• [Action item]
Images are to be excluded from the copy, and the records below reproduced word for word.

• [Record excerpts]

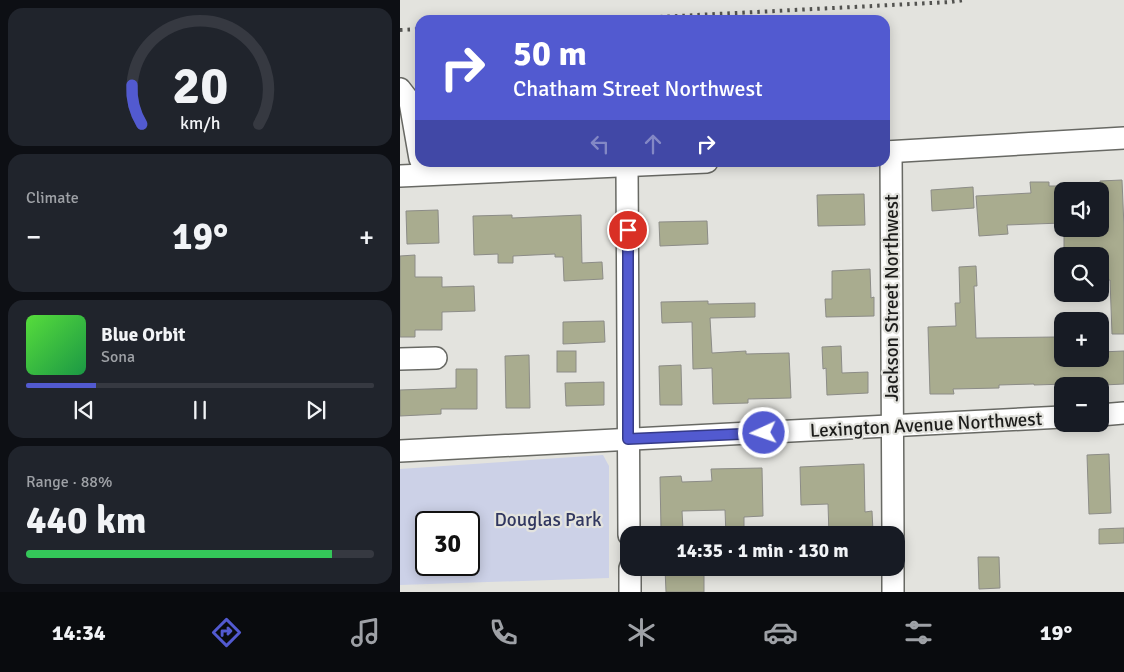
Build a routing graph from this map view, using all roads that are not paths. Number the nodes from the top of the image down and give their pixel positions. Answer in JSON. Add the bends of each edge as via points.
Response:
{"nodes":[{"id":1,"x":400,"y":89,"type":"edge"},
{"id":2,"x":415,"y":131,"type":"edge"},
{"id":3,"x":1124,"y":138,"type":"edge"},
{"id":4,"x":890,"y":152,"type":"edge"},
{"id":5,"x":419,"y":167,"type":"edge"},
{"id":6,"x":627,"y":167,"type":"edge"},
{"id":7,"x":888,"y":167,"type":"edge"},
{"id":8,"x":400,"y":176,"type":"edge"},
{"id":9,"x":436,"y":358,"type":"dead end"},
{"id":10,"x":400,"y":359,"type":"edge"},
{"id":11,"x":1124,"y":413,"type":"edge"},
{"id":12,"x":1109,"y":414,"type":"edge"},
{"id":13,"x":1054,"y":417,"type":"edge"},
{"id":14,"x":892,"y":427,"type":"junction"},
{"id":15,"x":628,"y":439,"type":"junction"},
{"id":16,"x":400,"y":450,"type":"edge"},
{"id":17,"x":630,"y":526,"type":"edge"},
{"id":18,"x":893,"y":526,"type":"edge"},
{"id":19,"x":630,"y":576,"type":"edge"},
{"id":20,"x":893,"y":576,"type":"edge"},
{"id":21,"x":630,"y":592,"type":"edge"},
{"id":22,"x":893,"y":592,"type":"edge"}],
"edges":[{"from":1,"to":2,"type":"street","via":[[410,102]]},
{"from":3,"to":4,"type":"street"},
{"from":5,"to":8,"type":"street"},
{"from":6,"to":15,"type":"street"},
{"from":7,"to":14,"type":"street","name":"Jackson Street Northwest"},
{"from":9,"to":10,"type":"street"},
{"from":11,"to":12,"type":"street"},
{"from":13,"to":14,"type":"street","name":"Lexington Avenue Northwest"},
{"from":14,"to":15,"type":"street","name":"Lexington Avenue Northwest"},
{"from":14,"to":18,"type":"street","name":"Jackson Street Northwest"},
{"from":15,"to":16,"type":"street","name":"Lexington Avenue Northwest"},
{"from":15,"to":17,"type":"street"},
{"from":19,"to":21,"type":"street"},
{"from":20,"to":22,"type":"street"}]}
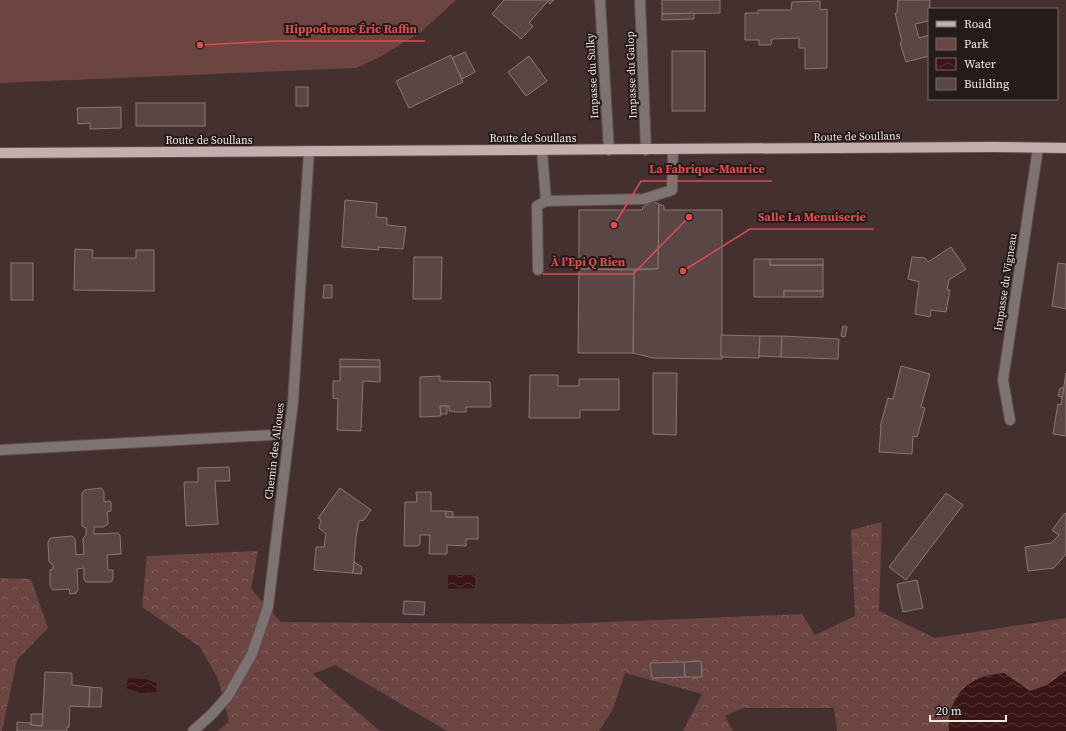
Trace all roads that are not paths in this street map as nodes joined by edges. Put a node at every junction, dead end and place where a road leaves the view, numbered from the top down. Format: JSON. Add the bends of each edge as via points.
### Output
{"nodes":[{"id":1,"x":600,"y":0,"type":"edge"},
{"id":2,"x":640,"y":0,"type":"edge"},
{"id":3,"x":1038,"y":148,"type":"junction"},
{"id":4,"x":1066,"y":148,"type":"edge"},
{"id":5,"x":542,"y":150,"type":"junction"},
{"id":6,"x":609,"y":150,"type":"junction"},
{"id":7,"x":646,"y":150,"type":"junction"},
{"id":8,"x":673,"y":150,"type":"junction"},
{"id":9,"x":309,"y":152,"type":"junction"},
{"id":10,"x":0,"y":153,"type":"edge"},
{"id":11,"x":546,"y":201,"type":"junction"},
{"id":12,"x":538,"y":270,"type":"dead end"},
{"id":13,"x":1010,"y":420,"type":"dead end"},
{"id":14,"x":289,"y":434,"type":"junction"},
{"id":15,"x":0,"y":450,"type":"edge"},
{"id":16,"x":193,"y":731,"type":"edge"}],
"edges":[{"from":1,"to":6,"type":"street","name":"Impasse du Sulky"},
{"from":2,"to":7,"type":"street","name":"Impasse du Galop"},
{"from":3,"to":4,"type":"main road","name":"Route de Soullans"},
{"from":3,"to":8,"type":"main road","name":"Route de Soullans"},
{"from":3,"to":13,"type":"street","name":"Impasse du Vigneau","via":[[1003,380]]},
{"from":5,"to":6,"type":"main road","name":"Route de Soullans"},
{"from":5,"to":9,"type":"main road","name":"Route de Soullans"},
{"from":5,"to":11,"type":"street"},
{"from":6,"to":7,"type":"main road","name":"Route de Soullans"},
{"from":7,"to":8,"type":"main road","name":"Route de Soullans"},
{"from":8,"to":11,"type":"street","via":[[672,190],[644,199]]},
{"from":9,"to":10,"type":"main road","name":"Route de Soullans"},
{"from":9,"to":14,"type":"street","name":"Chemin des Alloues"},
{"from":11,"to":12,"type":"street","via":[[537,206]]},
{"from":14,"to":15,"type":"street"},
{"from":14,"to":16,"type":"street","name":"Chemin des Alloues","via":[[268,607],[252,654],[228,696]]}]}
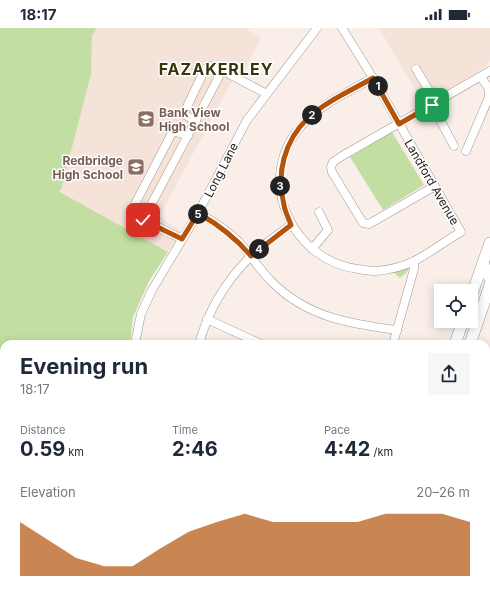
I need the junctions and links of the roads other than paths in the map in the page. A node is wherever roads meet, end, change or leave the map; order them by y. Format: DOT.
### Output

• [Answer]
Build a routing graph from this map view, using all roads that are not paths. Number the nodes from the top of the image down and give their pixel positions. Answer in JSON. Add the bends of each edge as via points.
Response:
{"nodes":[{"id":1,"x":400,"y":89,"type":"edge"},
{"id":2,"x":415,"y":131,"type":"edge"},
{"id":3,"x":1124,"y":138,"type":"edge"},
{"id":4,"x":890,"y":152,"type":"edge"},
{"id":5,"x":419,"y":167,"type":"edge"},
{"id":6,"x":627,"y":167,"type":"edge"},
{"id":7,"x":888,"y":167,"type":"edge"},
{"id":8,"x":400,"y":176,"type":"edge"},
{"id":9,"x":436,"y":358,"type":"dead end"},
{"id":10,"x":400,"y":359,"type":"edge"},
{"id":11,"x":1124,"y":413,"type":"edge"},
{"id":12,"x":1109,"y":414,"type":"edge"},
{"id":13,"x":1054,"y":417,"type":"edge"},
{"id":14,"x":892,"y":427,"type":"junction"},
{"id":15,"x":628,"y":439,"type":"junction"},
{"id":16,"x":400,"y":450,"type":"edge"},
{"id":17,"x":630,"y":526,"type":"edge"},
{"id":18,"x":893,"y":526,"type":"edge"},
{"id":19,"x":630,"y":576,"type":"edge"},
{"id":20,"x":893,"y":576,"type":"edge"},
{"id":21,"x":630,"y":592,"type":"edge"},
{"id":22,"x":893,"y":592,"type":"edge"}],
"edges":[{"from":1,"to":2,"type":"street","via":[[410,102]]},
{"from":3,"to":4,"type":"street"},
{"from":5,"to":8,"type":"street"},
{"from":6,"to":15,"type":"street"},
{"from":7,"to":14,"type":"street","name":"Jackson Street Northwest"},
{"from":9,"to":10,"type":"street"},
{"from":11,"to":12,"type":"street"},
{"from":13,"to":14,"type":"street","name":"Lexington Avenue Northwest"},
{"from":14,"to":15,"type":"street","name":"Lexington Avenue Northwest"},
{"from":14,"to":18,"type":"street","name":"Jackson Street Northwest"},
{"from":15,"to":16,"type":"street","name":"Lexington Avenue Northwest"},
{"from":15,"to":17,"type":"street"},
{"from":19,"to":21,"type":"street"},
{"from":20,"to":22,"type":"street"}]}
Trace all roads that are not paths in this street map as nodes joined by edges. Put a node at every junction, dead end and place where a road leaves the view, numbered from the top down. Format: JSON. Add the bends of each edge as via points.
### Output
{"nodes":[{"id":1,"x":600,"y":0,"type":"edge"},
{"id":2,"x":640,"y":0,"type":"edge"},
{"id":3,"x":1038,"y":148,"type":"junction"},
{"id":4,"x":1066,"y":148,"type":"edge"},
{"id":5,"x":542,"y":150,"type":"junction"},
{"id":6,"x":609,"y":150,"type":"junction"},
{"id":7,"x":646,"y":150,"type":"junction"},
{"id":8,"x":673,"y":150,"type":"junction"},
{"id":9,"x":309,"y":152,"type":"junction"},
{"id":10,"x":0,"y":153,"type":"edge"},
{"id":11,"x":546,"y":201,"type":"junction"},
{"id":12,"x":538,"y":270,"type":"dead end"},
{"id":13,"x":1010,"y":420,"type":"dead end"},
{"id":14,"x":289,"y":434,"type":"junction"},
{"id":15,"x":0,"y":450,"type":"edge"},
{"id":16,"x":193,"y":731,"type":"edge"}],
"edges":[{"from":1,"to":6,"type":"street","name":"Impasse du Sulky"},
{"from":2,"to":7,"type":"street","name":"Impasse du Galop"},
{"from":3,"to":4,"type":"main road","name":"Route de Soullans"},
{"from":3,"to":8,"type":"main road","name":"Route de Soullans"},
{"from":3,"to":13,"type":"street","name":"Impasse du Vigneau","via":[[1003,380]]},
{"from":5,"to":6,"type":"main road","name":"Route de Soullans"},
{"from":5,"to":9,"type":"main road","name":"Route de Soullans"},
{"from":5,"to":11,"type":"street"},
{"from":6,"to":7,"type":"main road","name":"Route de Soullans"},
{"from":7,"to":8,"type":"main road","name":"Route de Soullans"},
{"from":8,"to":11,"type":"street","via":[[672,190],[644,199]]},
{"from":9,"to":10,"type":"main road","name":"Route de Soullans"},
{"from":9,"to":14,"type":"street","name":"Chemin des Alloues"},
{"from":11,"to":12,"type":"street","via":[[537,206]]},
{"from":14,"to":15,"type":"street"},
{"from":14,"to":16,"type":"street","name":"Chemin des Alloues","via":[[268,607],[252,654],[228,696]]}]}
I need the junctions and links of the roads other than paths in the map in the page. A node is wherever roads meet, end, change or leave the map; order them by y. Format: DOT.
### Output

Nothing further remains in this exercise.